Digitalization, automation, and data interoperability are no longer buzzwords, they’re driving forces behind NDT innovation in modern energy systems. From corrosion detection in pipelines to weld integrity analysis in power plants, engineers are embracing tools that deliver real-time insights, minimize downtime, and ensure regulatory compliance.

In the discussion panel organized by Inspenet, 5 of the NDT innovations for 2025 were explored and how they are actively reshaping the inspection landscape:

  1. Advanced ultrasonic imaging
  2. Autonomous corrosion monitoring
  3. Open data standards
  4. Flexible radiography detectors
  5. The cultural challenge of adoption in the NDT sector

Advanced ultrasonic imaging for complex geometries

Inspecting welds, nozzles, tees, and flanges in pressure vessels or pipelines presents a challenge due to irregular shapes and variable thicknesses. Conventional A-scan displays are limited in both spatial representation and accuracy. Philippe Cyr, Solution Development Expert at Edify Technologies, introduced a next-generation solution using portable phased array devices with built-in 3D imaging, real-time scan planning, and integrated overlays. These systems, equipped with Full Matrix Capture (FMC) and Total Focusing Method (TFM), allow technicians to visualize ultrasonic beam paths, flaws, and geometry interactions live on screen.

Technicians no longer need to export data to third-party platforms for modeling or analysis, because the Mentis and Gecko systems by Edify, for example, bring powerful image-based workflows directly to the inspection site. They support automatic rebound tracing and part-specific overlays that adapt to real-world geometries as the scanner moves across a surface.

These tools improve Probability of Detection (PoD) and reduce false positives in geometrically complex areas. They also shorten setup time, reduce reliance on operator intuition, and ensure high repeatability across users. As a result, this NDT innovation enhances reliability and technician confidence in the inspection of critical assets like steam turbines, pipelines and reactor vessels.

Autonomous corrosion monitoring

Pipelines, especially in midstream applications, are exposed to evolving conditions like internal erosion, external corrosion, and mechanical stress and traditional inspection programs often rely on intermittent checks and manual evaluations, leaving operators vulnerable to unexpected failures.

Rhett O’Brien, VP at Guided Ultrasonics Ltd., presented an autonomous area monitoring system based on low-frequency guided wave technology. These systems are permanently installed on pipelines and conduct continuous volumetric scans, tracking wall thickness changes in real time.

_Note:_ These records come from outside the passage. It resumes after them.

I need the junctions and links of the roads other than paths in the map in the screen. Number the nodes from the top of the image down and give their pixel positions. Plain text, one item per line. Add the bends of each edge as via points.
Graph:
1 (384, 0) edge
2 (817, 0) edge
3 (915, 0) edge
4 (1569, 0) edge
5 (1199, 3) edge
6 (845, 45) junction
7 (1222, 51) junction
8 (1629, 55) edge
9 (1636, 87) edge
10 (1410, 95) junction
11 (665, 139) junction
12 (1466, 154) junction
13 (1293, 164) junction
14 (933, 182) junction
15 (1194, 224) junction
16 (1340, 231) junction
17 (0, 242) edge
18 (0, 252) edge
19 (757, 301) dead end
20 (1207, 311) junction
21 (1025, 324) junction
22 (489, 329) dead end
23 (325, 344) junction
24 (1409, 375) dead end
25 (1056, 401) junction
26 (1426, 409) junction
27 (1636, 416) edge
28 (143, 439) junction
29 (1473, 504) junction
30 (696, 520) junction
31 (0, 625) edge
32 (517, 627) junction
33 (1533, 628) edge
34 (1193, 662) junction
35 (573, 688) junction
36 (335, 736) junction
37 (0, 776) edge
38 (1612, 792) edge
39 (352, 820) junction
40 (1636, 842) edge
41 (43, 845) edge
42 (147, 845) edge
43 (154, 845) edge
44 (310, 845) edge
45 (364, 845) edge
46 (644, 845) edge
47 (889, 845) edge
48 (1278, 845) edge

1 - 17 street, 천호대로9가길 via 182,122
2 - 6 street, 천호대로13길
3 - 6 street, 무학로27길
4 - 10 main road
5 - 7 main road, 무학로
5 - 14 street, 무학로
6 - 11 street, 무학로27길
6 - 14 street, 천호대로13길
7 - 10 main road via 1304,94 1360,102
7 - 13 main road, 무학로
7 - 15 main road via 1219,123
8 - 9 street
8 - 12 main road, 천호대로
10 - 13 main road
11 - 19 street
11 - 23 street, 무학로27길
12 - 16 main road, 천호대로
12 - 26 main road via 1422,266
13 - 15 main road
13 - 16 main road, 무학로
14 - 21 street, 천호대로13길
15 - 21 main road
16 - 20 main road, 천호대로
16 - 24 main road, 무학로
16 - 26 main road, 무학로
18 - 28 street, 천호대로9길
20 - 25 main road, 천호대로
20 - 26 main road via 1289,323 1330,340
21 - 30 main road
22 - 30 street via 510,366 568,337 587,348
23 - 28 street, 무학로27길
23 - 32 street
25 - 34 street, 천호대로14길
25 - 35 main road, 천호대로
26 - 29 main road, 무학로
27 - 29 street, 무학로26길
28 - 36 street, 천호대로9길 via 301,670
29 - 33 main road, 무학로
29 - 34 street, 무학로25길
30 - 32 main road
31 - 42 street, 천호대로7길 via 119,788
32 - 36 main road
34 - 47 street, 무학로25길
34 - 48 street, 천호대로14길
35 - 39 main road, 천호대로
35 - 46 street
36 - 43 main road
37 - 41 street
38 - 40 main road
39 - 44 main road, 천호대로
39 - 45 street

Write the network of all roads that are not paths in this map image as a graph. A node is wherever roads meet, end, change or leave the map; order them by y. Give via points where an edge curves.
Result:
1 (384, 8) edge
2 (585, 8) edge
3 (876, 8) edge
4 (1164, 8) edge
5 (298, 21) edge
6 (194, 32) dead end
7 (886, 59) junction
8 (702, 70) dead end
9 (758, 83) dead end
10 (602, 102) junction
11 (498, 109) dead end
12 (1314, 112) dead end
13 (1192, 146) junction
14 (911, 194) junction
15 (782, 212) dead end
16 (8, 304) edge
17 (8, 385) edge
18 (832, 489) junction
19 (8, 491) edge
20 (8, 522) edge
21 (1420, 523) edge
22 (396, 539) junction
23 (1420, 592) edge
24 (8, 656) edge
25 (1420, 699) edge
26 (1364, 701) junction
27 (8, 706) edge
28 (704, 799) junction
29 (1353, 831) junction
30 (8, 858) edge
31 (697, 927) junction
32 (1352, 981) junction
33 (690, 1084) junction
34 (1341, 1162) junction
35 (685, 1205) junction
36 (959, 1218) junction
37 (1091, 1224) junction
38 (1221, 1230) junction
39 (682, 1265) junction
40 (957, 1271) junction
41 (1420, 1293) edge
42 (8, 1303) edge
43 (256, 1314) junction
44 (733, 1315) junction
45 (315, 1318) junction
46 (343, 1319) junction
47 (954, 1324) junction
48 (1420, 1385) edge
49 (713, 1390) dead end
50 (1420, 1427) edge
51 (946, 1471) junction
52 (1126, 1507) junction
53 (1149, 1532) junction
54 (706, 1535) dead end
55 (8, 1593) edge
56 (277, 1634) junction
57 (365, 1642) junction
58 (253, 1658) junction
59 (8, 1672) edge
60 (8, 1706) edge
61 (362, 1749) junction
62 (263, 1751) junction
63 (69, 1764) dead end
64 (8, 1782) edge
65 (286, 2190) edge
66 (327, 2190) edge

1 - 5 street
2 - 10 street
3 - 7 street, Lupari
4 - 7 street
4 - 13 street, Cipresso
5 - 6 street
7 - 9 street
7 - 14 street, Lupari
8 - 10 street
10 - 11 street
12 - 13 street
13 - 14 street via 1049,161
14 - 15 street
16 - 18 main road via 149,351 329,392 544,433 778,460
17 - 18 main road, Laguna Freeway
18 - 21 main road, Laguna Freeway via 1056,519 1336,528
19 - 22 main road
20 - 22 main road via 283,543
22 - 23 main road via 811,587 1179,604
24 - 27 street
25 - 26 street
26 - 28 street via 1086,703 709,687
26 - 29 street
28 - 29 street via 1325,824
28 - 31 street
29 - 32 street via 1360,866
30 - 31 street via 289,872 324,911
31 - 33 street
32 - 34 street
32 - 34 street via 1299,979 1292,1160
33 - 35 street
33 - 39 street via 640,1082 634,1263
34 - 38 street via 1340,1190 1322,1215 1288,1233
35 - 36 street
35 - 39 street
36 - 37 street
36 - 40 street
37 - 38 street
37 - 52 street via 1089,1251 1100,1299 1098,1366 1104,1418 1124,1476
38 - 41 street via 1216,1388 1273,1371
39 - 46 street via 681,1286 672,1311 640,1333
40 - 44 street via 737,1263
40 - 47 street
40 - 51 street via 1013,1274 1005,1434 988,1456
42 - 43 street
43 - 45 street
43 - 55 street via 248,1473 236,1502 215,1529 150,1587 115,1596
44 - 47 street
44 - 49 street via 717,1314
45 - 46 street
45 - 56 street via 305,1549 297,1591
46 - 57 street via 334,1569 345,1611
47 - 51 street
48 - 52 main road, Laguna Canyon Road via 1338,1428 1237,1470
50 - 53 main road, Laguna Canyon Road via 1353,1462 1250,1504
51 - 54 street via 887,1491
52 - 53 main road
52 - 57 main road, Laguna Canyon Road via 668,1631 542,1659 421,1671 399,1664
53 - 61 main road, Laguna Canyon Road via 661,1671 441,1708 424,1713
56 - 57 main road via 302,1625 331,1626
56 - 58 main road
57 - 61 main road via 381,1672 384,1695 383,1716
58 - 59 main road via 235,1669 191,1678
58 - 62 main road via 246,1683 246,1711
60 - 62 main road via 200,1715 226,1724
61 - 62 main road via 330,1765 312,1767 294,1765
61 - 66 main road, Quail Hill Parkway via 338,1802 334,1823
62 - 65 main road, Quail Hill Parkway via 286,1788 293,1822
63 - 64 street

Each collar-shaped sensor offers a 360-degree view of pipeline health, providing stacked A-scans over time, while advanced residual imaging algorithms subtract static features like weld echoes, highlighting only changes indicative of degradation. Moreover, the system integrates wall thickness monitoring with real-time data analytics to generate corrosion rate trends, detect anomalies, and trigger alarms before failures occur. One field case identified corrosion nearly four meters away from the sensor, prompting timely inspection and verification via ultrasonic testing.

The ability to remotely monitor buried, insulated or hard-to-reach pipelines over time without interrupting operations is a game changer that empowers asset owners to transition from reactive to predictive maintenance models, aligning with ESG goals and ensuring regulatory compliance.

Why the NDT industry still adopts technology too slowly

Despite innovations, the adoption curve for new technologies in NDT remains glacial and Jeff Monks, President at EquipCon Group, highlighted how many advances, from phased array to EMAT and fatigue sensors, took 10 to 20 years to gain industry acceptance. In some cases, the nondestructive testing industry only reacts after catastrophic failures, such as ship hull fractures or bridge collapses. Technological inertia, lack of standardization, and reliance on outdated codes mean that life-saving innovations are often delayed.

According to Monks, part of the problem lies in procedural rigidity and cultural resistance, because new tools, even when demonstrably superior, face skepticism unless they’re explicitly written into standards like ASTM, ASME or API. This lag can stifle risk reduction, efficiency, and modernization. He calls on NDT professionals to evolve from passive defect identifiers to active technology integrators who understand automation, machine vision and data analytics.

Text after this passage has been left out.